Tips to Avoid
Common Estate Planning Mistakes
By Michael Curtis
1. Complete Your Foundational Estate Plan
The failure to complete a foundational estate plan (revocable trusts, Wills, financial powers of attorney, health care directives and asset transfer documents) is the single biggest mistake people make. Planning is required to deal with sudden unanticipated tragedies. We are not invincible. Don’t delay in completing your estate plan.
The consequences of the failure to plan often include:
- State intestacy laws controlling the process (e.g., court supervised probate) and the distribution scheme (e.g., outright distributions when trusts would be preferable, court supervised guardianships for children until age 18, outright distribution to children over age 18);
- Court supervised conservatorship proceedings in the case of a disability during lifetime; and
- The inability to take advantage of transfer tax (gift, estate and generation-skipping) planning opportunities.
2. Don’t Make Mistakes After You Have Signed Your Foundational
Estate Planning Documents
Once foundational estate planning documents have been signed there is still work to be done to make the plan and the planning documents fully functional.
The most common mistakes people and their advisers make after documents are signed are:
- Failing to title all appropriate assets properly in the names of the trustees of the trust (often referred to as funding the trust;
- Failing to coordinate retirement plans (e.g., IRAs, 401(k)) and life insurance policy beneficiary designations with the dispositive provisions of the estate plan;
- Failing to fully understand the difference between separate property and community property and to appropriately segregate one type from the other to avoid commingling issues; and
- Failing to review and keep the foundational estate planning documents current. Thorough reviews with an estate planning attorney should occur every 3 – 5 years.

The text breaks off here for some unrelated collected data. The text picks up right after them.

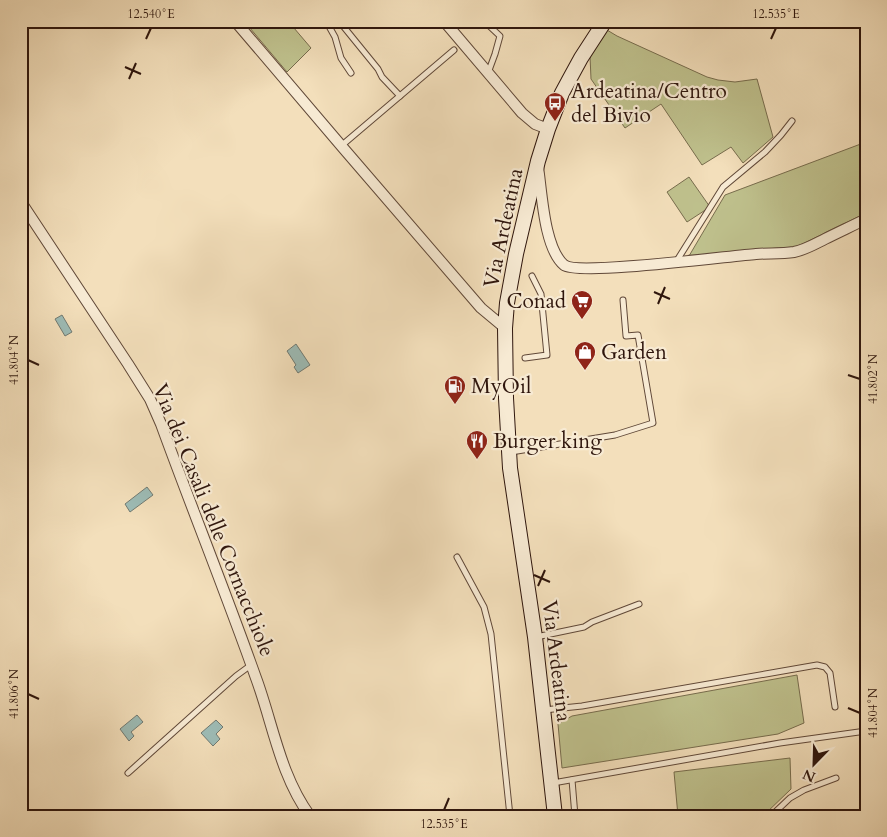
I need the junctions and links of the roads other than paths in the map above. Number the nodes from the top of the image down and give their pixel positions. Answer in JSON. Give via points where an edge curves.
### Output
{"nodes":[{"id":1,"x":235,"y":21,"type":"edge"},
{"id":2,"x":326,"y":21,"type":"edge"},
{"id":3,"x":338,"y":21,"type":"edge"},
{"id":4,"x":444,"y":21,"type":"edge"},
{"id":5,"x":484,"y":21,"type":"edge"},
{"id":6,"x":605,"y":21,"type":"edge"},
{"id":7,"x":454,"y":50,"type":"dead end"},
{"id":8,"x":351,"y":73,"type":"dead end"},
{"id":9,"x":488,"y":73,"type":"junction"},
{"id":10,"x":400,"y":96,"type":"junction"},
{"id":11,"x":792,"y":121,"type":"dead end"},
{"id":12,"x":548,"y":129,"type":"junction"},
{"id":13,"x":341,"y":146,"type":"junction"},
{"id":14,"x":538,"y":162,"type":"junction"},
{"id":15,"x":21,"y":202,"type":"edge"},
{"id":16,"x":866,"y":219,"type":"edge"},
{"id":17,"x":676,"y":262,"type":"junction"},
{"id":18,"x":532,"y":276,"type":"dead end"},
{"id":19,"x":623,"y":300,"type":"dead end"},
{"id":20,"x":505,"y":328,"type":"junction"},
{"id":21,"x":525,"y":358,"type":"dead end"},
{"id":22,"x":508,"y":453,"type":"junction"},
{"id":23,"x":457,"y":557,"type":"dead end"},
{"id":24,"x":639,"y":604,"type":"dead end"},
{"id":25,"x":535,"y":637,"type":"junction"},
{"id":26,"x":252,"y":665,"type":"junction"},
{"id":27,"x":835,"y":707,"type":"dead end"},
{"id":28,"x":544,"y":710,"type":"junction"},
{"id":29,"x":866,"y":731,"type":"edge"},
{"id":30,"x":128,"y":773,"type":"dead end"},
{"id":31,"x":836,"y":778,"type":"dead end"},
{"id":32,"x":572,"y":780,"type":"junction"},
{"id":33,"x":552,"y":783,"type":"junction"},
{"id":34,"x":310,"y":816,"type":"edge"},
{"id":35,"x":510,"y":816,"type":"edge"},
{"id":36,"x":555,"y":816,"type":"edge"},
{"id":37,"x":575,"y":816,"type":"edge"},
{"id":38,"x":770,"y":816,"type":"edge"}],
"edges":[{"from":1,"to":13,"type":"street"},
{"from":2,"to":8,"type":"lane","via":[[341,58]]},
{"from":3,"to":10,"type":"lane"},
{"from":4,"to":9,"type":"street"},
{"from":5,"to":9,"type":"lane","via":[[500,36]]},
{"from":6,"to":12,"type":"main road","name":"Via Ardeatina","via":[[562,93]]},
{"from":7,"to":10,"type":"lane"},
{"from":9,"to":12,"type":"street","via":[[525,116]]},
{"from":10,"to":13,"type":"lane"},
{"from":11,"to":17,"type":"lane","via":[[766,152],[723,187]]},
{"from":12,"to":14,"type":"main road","name":"Via Ardeatina"},
{"from":13,"to":20,"type":"street","via":[[480,308]]},
{"from":14,"to":17,"type":"street","via":[[545,222],[553,247],[565,265],[592,269]]},
{"from":14,"to":20,"type":"main road","name":"Via Ardeatina","via":[[511,277]]},
{"from":15,"to":26,"type":"street","name":"Via dei Casali delle Cornacchiole","via":[[150,400]]},
{"from":16,"to":17,"type":"street","via":[[794,252]]},
{"from":18,"to":21,"type":"lane","via":[[541,294],[547,355]]},
{"from":19,"to":22,"type":"lane","via":[[626,336],[638,335],[653,423],[615,435]]},
{"from":20,"to":22,"type":"main road","name":"Via Ardeatina"},
{"from":22,"to":25,"type":"main road","name":"Via Ardeatina"},
{"from":23,"to":35,"type":"lane","via":[[484,607],[491,634]]},
{"from":24,"to":25,"type":"lane","via":[[584,627]]},
{"from":25,"to":28,"type":"main road","name":"Via Ardeatina"},
{"from":26,"to":30,"type":"lane"},
{"from":26,"to":34,"type":"street","name":"Via dei Casali delle Cornacchiole","via":[[289,780]]},
{"from":27,"to":28,"type":"lane","via":[[830,673],[824,666],[817,665]]},
{"from":28,"to":33,"type":"main road","name":"Via Ardeatina"},
{"from":29,"to":32,"type":"lane"},
{"from":31,"to":38,"type":"lane","via":[[790,798]]},
{"from":32,"to":33,"type":"lane"},
{"from":32,"to":37,"type":"lane"},
{"from":33,"to":36,"type":"main road","name":"Via Ardeatina"}]}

3. Be Careful About How You Take Title to Assets
Too often, after a foundational estate plan is in place, clients acquire assets or take actions without discussion with their estate planning attorney that are inconsistent with their estate plan or that have unintended consequences. For example:
- Taking title in joint tenancy with a spouse may result in an undesirable distribution and adverse income and estate tax consequences;
- Taking title in joint tenancy with a child or any other person may result in immediate but unintended estate, gift and real property tax consequences;
- Holding title “as trustees” without proper reference to the trust may result in significant additional legal expense to clear title to property;
- After taking title out of the trust at the request of a lender when refinancing real property, failing to have the property deeded back into the trust; and
- Making loans to children without charging IRS mandated minimum interest rates or failing to document such loans so that they are later characterized as a gift with potential adverse transfer tax consequences.
4. Don’t Make Any Gifts Without Obtaining Proper Legal and Tax
There are many tax and non-tax factors that need to be considered before any type of gift should be made. See our article entitled “Factors to Consider Before Making Gifts.” Income, gift, estate and real property tax issues need to be evaluated before any gift is made. Frequently formal appraisals will be required. With proper advice gifts can be structured to minimize the various tax consequences and make certain all required reporting and tax returns are prepared and filed in the most appropriate manner. For married couples, the character of the property (e.g., community property or separate property) to be gifted and whether approvals will be required (e.g., lender consent) must be taken into consideration.
5. Mistakes To Avoid After the Death of a Spouse
It is always a difficult, emotional time for the survivor after the death of a spouse. It is helpful if family or friends are involved to assist the survivor so that the following mistakes, which often require significant time and expense to correct, are not made:
- Failing to take the necessary post-death estate administration steps (identification and valuation of assets and liabilities, payment of debts, taxes and estate administration expenses, and division and distribution of the assets and liabilities in accordance with the provisions of the trust). This can result in significant adverse estate tax consequence if not corrected during the survivor’s lifetime.
- If two or more trusts are created after the death of a spouse, the failure of the survivor to keep the assets allocated to each such trust segregated properly. As a result, accountings and re-adjustments to title must be undertaken which may raise tax issues that would not otherwise be an issue.
This publication is of general applicability and not specific to any set of facts. Thus, it should not be relied upon for any specific case or matter without further discussion. No attorney-client relationship is formed as a result of your reading or replying to this publication, which is not intended to provide legal advice on any specific matter, but rather to provide insight into current developments and issues.